WHAT TO DO: This exercise calls for every record to be returned exactly, with pictures removed.

DATA EXTRACT:
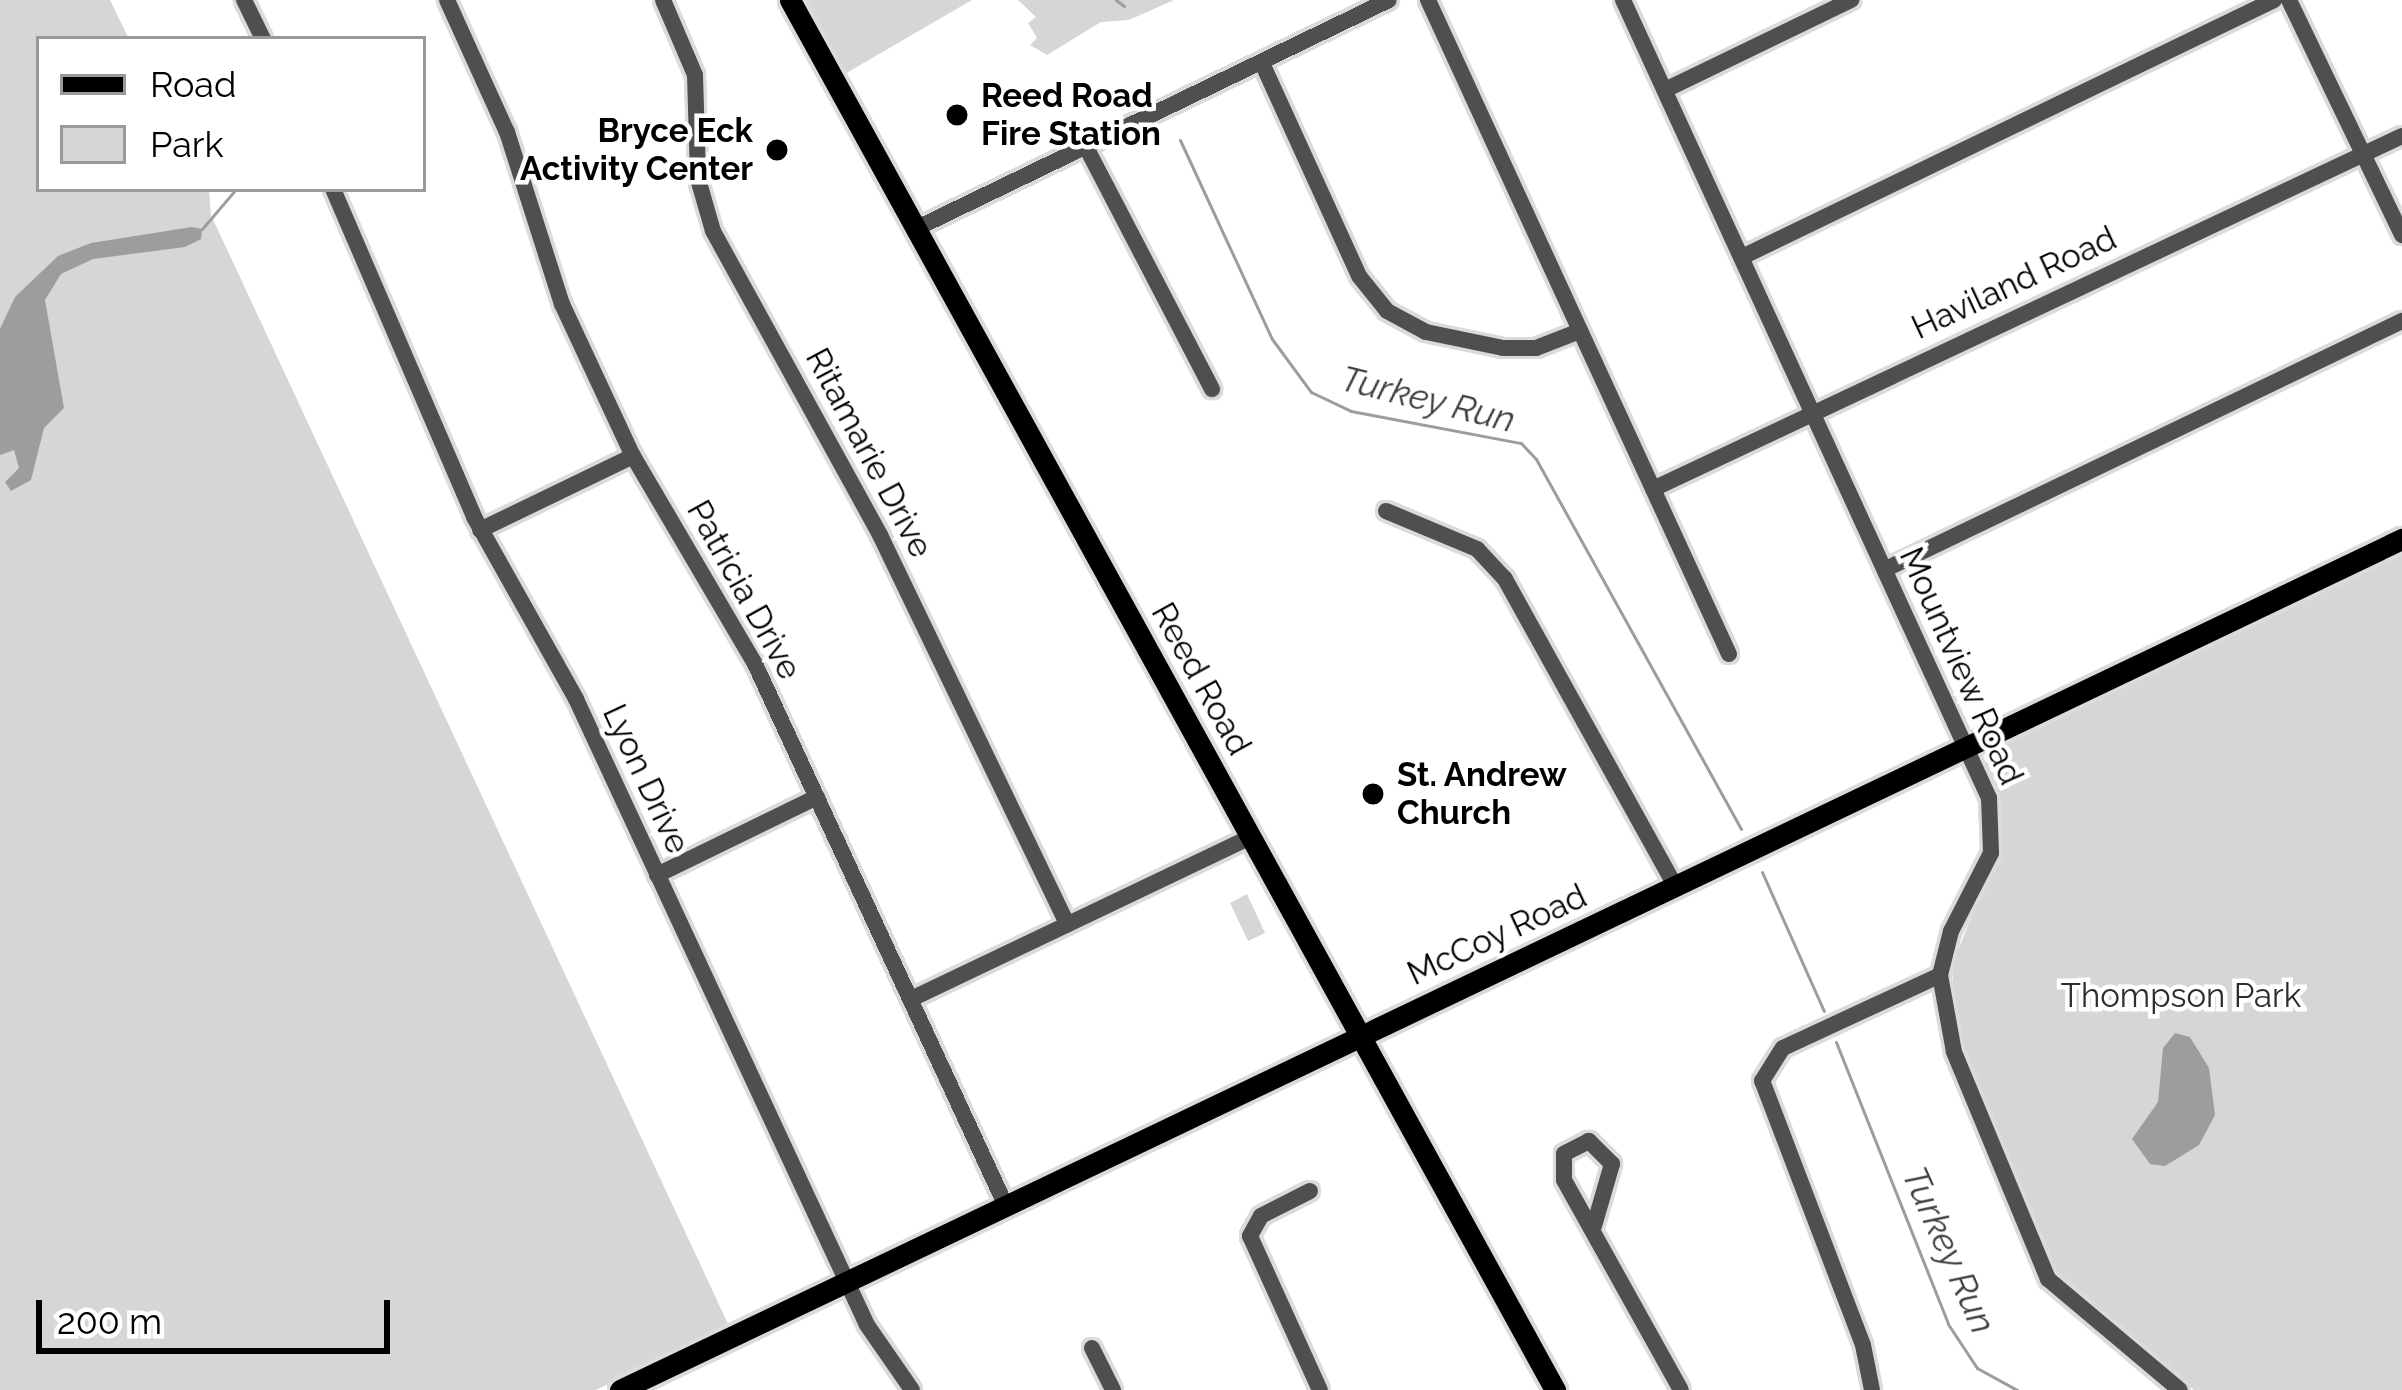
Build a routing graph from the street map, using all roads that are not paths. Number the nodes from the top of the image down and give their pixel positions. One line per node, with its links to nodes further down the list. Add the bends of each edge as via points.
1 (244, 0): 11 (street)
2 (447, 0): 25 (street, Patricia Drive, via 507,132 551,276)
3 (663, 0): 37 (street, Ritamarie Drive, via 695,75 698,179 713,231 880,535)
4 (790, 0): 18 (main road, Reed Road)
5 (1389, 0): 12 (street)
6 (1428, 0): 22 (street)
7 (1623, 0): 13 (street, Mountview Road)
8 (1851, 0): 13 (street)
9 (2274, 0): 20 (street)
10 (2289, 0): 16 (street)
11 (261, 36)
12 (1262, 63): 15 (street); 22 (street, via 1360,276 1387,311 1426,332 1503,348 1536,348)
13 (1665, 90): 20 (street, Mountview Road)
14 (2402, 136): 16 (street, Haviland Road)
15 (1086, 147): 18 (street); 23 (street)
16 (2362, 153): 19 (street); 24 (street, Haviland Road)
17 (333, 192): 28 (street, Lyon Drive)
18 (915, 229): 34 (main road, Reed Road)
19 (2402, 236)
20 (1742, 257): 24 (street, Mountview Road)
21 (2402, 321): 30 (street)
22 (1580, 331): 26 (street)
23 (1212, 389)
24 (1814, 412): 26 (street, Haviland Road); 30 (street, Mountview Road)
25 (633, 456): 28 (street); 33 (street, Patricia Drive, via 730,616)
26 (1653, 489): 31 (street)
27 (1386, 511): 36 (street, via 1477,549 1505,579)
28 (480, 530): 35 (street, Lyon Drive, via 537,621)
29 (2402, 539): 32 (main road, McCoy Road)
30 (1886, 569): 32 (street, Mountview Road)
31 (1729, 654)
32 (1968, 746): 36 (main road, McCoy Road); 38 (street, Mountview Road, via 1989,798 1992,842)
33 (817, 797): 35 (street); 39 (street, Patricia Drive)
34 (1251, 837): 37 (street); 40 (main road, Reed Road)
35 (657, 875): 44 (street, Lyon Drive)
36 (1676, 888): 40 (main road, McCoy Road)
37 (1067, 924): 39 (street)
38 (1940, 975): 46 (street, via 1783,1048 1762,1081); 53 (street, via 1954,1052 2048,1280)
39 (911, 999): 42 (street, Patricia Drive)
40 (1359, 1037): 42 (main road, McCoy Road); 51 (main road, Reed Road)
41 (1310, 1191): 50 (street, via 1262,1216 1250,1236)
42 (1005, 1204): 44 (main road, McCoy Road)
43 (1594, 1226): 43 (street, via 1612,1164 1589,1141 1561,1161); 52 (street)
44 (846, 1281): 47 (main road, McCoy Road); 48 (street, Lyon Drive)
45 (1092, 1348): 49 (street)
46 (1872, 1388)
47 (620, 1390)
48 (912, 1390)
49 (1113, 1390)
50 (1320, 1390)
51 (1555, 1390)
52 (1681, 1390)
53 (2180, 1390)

COMPLETED TASK:
Build a routing graph from the street map, using all roads that are not paths. Number the nodes from the top of the image down and give their pixel positions. One line per node, with its links to nodes further down the list. Add the bends of each edge as via points.
1 (244, 0): 11 (street)
2 (447, 0): 25 (street, Patricia Drive, via 507,132 551,276)
3 (663, 0): 37 (street, Ritamarie Drive, via 695,75 698,179 713,231 880,535)
4 (790, 0): 18 (main road, Reed Road)
5 (1389, 0): 12 (street)
6 (1428, 0): 22 (street)
7 (1623, 0): 13 (street, Mountview Road)
8 (1851, 0): 13 (street)
9 (2274, 0): 20 (street)
10 (2289, 0): 16 (street)
11 (261, 36)
12 (1262, 63): 15 (street); 22 (street, via 1360,276 1387,311 1426,332 1503,348 1536,348)
13 (1665, 90): 20 (street, Mountview Road)
14 (2402, 136): 16 (street, Haviland Road)
15 (1086, 147): 18 (street); 23 (street)
16 (2362, 153): 19 (street); 24 (street, Haviland Road)
17 (333, 192): 28 (street, Lyon Drive)
18 (915, 229): 34 (main road, Reed Road)
19 (2402, 236)
20 (1742, 257): 24 (street, Mountview Road)
21 (2402, 321): 30 (street)
22 (1580, 331): 26 (street)
23 (1212, 389)
24 (1814, 412): 26 (street, Haviland Road); 30 (street, Mountview Road)
25 (633, 456): 28 (street); 33 (street, Patricia Drive, via 730,616)
26 (1653, 489): 31 (street)
27 (1386, 511): 36 (street, via 1477,549 1505,579)
28 (480, 530): 35 (street, Lyon Drive, via 537,621)
29 (2402, 539): 32 (main road, McCoy Road)
30 (1886, 569): 32 (street, Mountview Road)
31 (1729, 654)
32 (1968, 746): 36 (main road, McCoy Road); 38 (street, Mountview Road, via 1989,798 1992,842)
33 (817, 797): 35 (street); 39 (street, Patricia Drive)
34 (1251, 837): 37 (street); 40 (main road, Reed Road)
35 (657, 875): 44 (street, Lyon Drive)
36 (1676, 888): 40 (main road, McCoy Road)
37 (1067, 924): 39 (street)
38 (1940, 975): 46 (street, via 1783,1048 1762,1081); 53 (street, via 1954,1052 2048,1280)
39 (911, 999): 42 (street, Patricia Drive)
40 (1359, 1037): 42 (main road, McCoy Road); 51 (main road, Reed Road)
41 (1310, 1191): 50 (street, via 1262,1216 1250,1236)
42 (1005, 1204): 44 (main road, McCoy Road)
43 (1594, 1226): 43 (street, via 1612,1164 1589,1141 1561,1161); 52 (street)
44 (846, 1281): 47 (main road, McCoy Road); 48 (street, Lyon Drive)
45 (1092, 1348): 49 (street)
46 (1872, 1388)
47 (620, 1390)
48 (912, 1390)
49 (1113, 1390)
50 (1320, 1390)
51 (1555, 1390)
52 (1681, 1390)
53 (2180, 1390)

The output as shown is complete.